Same question also here as I asked lerimini: What was the environment you tested this setup (carrier board)? It could also be there are some floating pins that trigger interrupts on your carrier board? We have seen that such situations sometimes happen on one or the other modules also it is used on the same carrier board.

Hi @samuel.tx, the problem is not being solved yet. The tests were performed on Iris Carrier Board V1.1A with wec2013 1.4, 2beta2 and 2beta3 standard images. The behaviour is present in at least 9 modules that we have purchased for evaluation, although with quite differences on the drift velocity. The test has been repeated with at least 3 different Iris carrier (out of any case) and GPIOs were all floating. As I wrote in the previous comment, it is very simple to reproduce the issue, it is sufficient to disable DFS (setting maximum frequency) and just wait few minutes (15-20) without any CPU load. The reset occours when Tcpu on colibri monitor reaches 115°C (the reset wasn’t related to Tmodule?)
As far as i can understand looking at the serigraphy over the “bad modules”, NVidia cores are coming from different production lots.

@ed.nafziger No, as you can see from my latest comment, it is impossible for us to play with frequency because it requires to disable DFS and this led us to critical thermal behaviour.

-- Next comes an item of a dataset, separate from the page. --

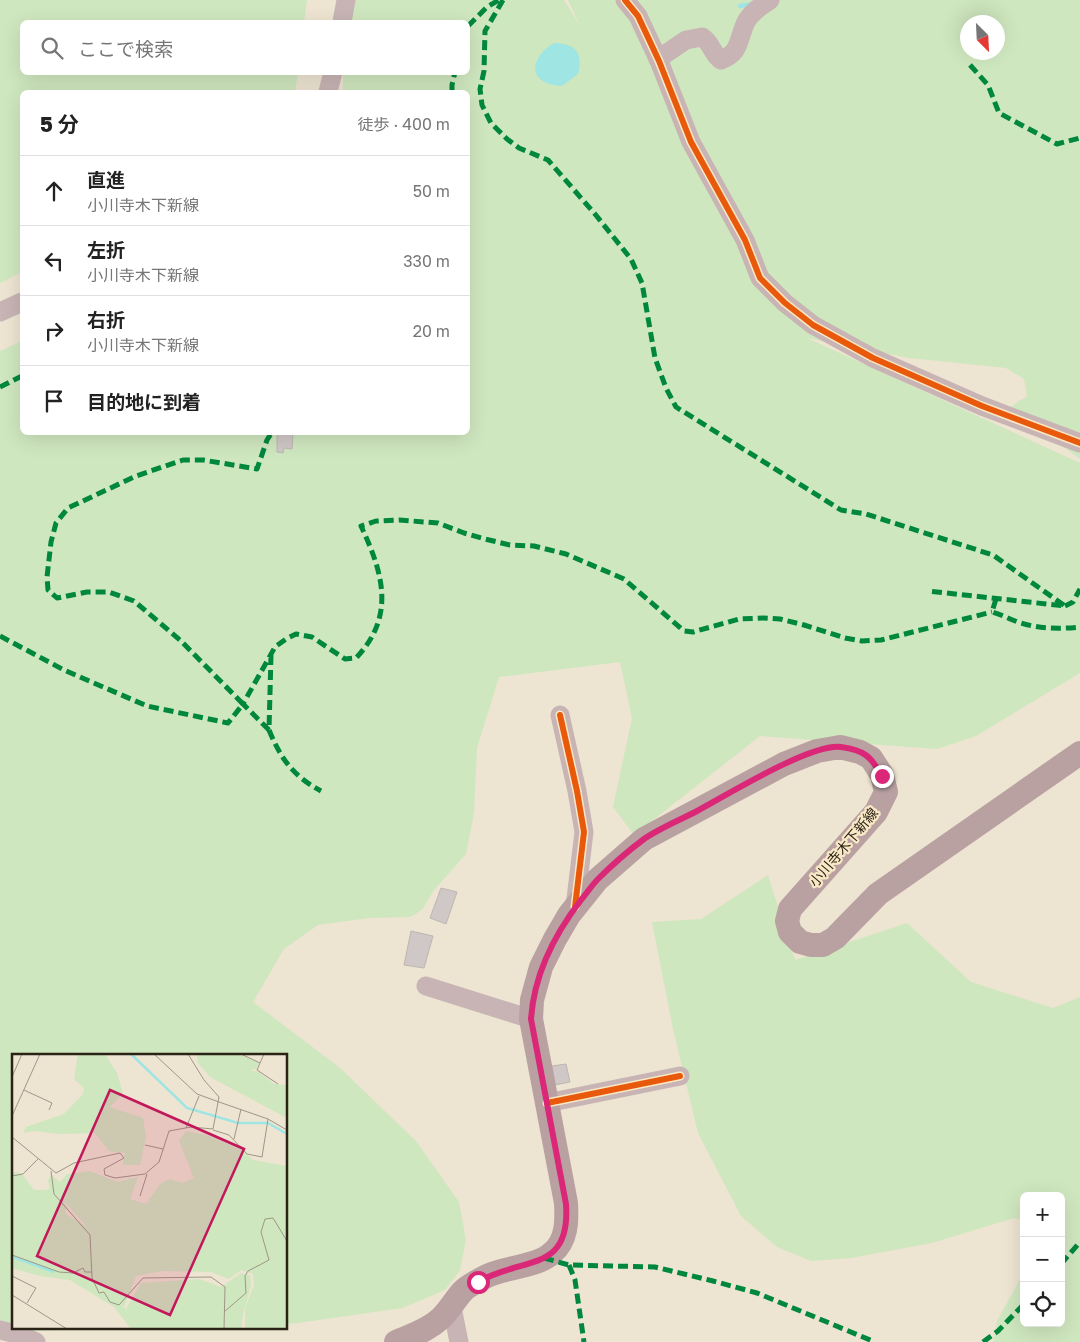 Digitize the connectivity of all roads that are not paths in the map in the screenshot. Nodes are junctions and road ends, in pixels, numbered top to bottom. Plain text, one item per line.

@samuel.tx Yes, only some of the modules have this issue. With DFS disabled and CPU set to 300, the max temp on the modules that do not reboot (from my latest test) is TModule 49C, Tcpu 58C, ambient ~75F. I can reproduce the issue using the Colibri Eval board V3.1 and also our custom base boards. In an exe that is launched from \FlashDisk\AutoRun I set all the unused pins to GPIO output. I went through the entire list in GpioConfig and make sure that all unused pins are set to GPIO output.

@ed.nafziger: We will make some tests here to see if we can reproduce this issue. Just to make sure: You see that with our standard image without reconfiguring any GPIO as well?

One note about the GPIO you set to output: Be careful with the multiplexed pins (there are many on the T30). If you have a function (i.e. UART TX, SDIO, …) on one pin and drive against it with an other Pin which is multiplexed on the same SODIMM, you may run into issues.

A table with all multiplexed pins is in the Colibri T30 datasheet in chapter 4.1 Function Multiplexing

@samuel.tx yes, I can replicate the issue with the standard image in the eval board with no changes to GPIOs.
Sorry, my answer was to generic about the floating pins. Yes you are correct about the multiplexed pins. For each pair of completely unused multiplexed pins, I am setting one of them to gpio output and the other to gpio input tristate. If one of the pins is used of a multiplexed pair, then I set the non-used one to gpio input tristate.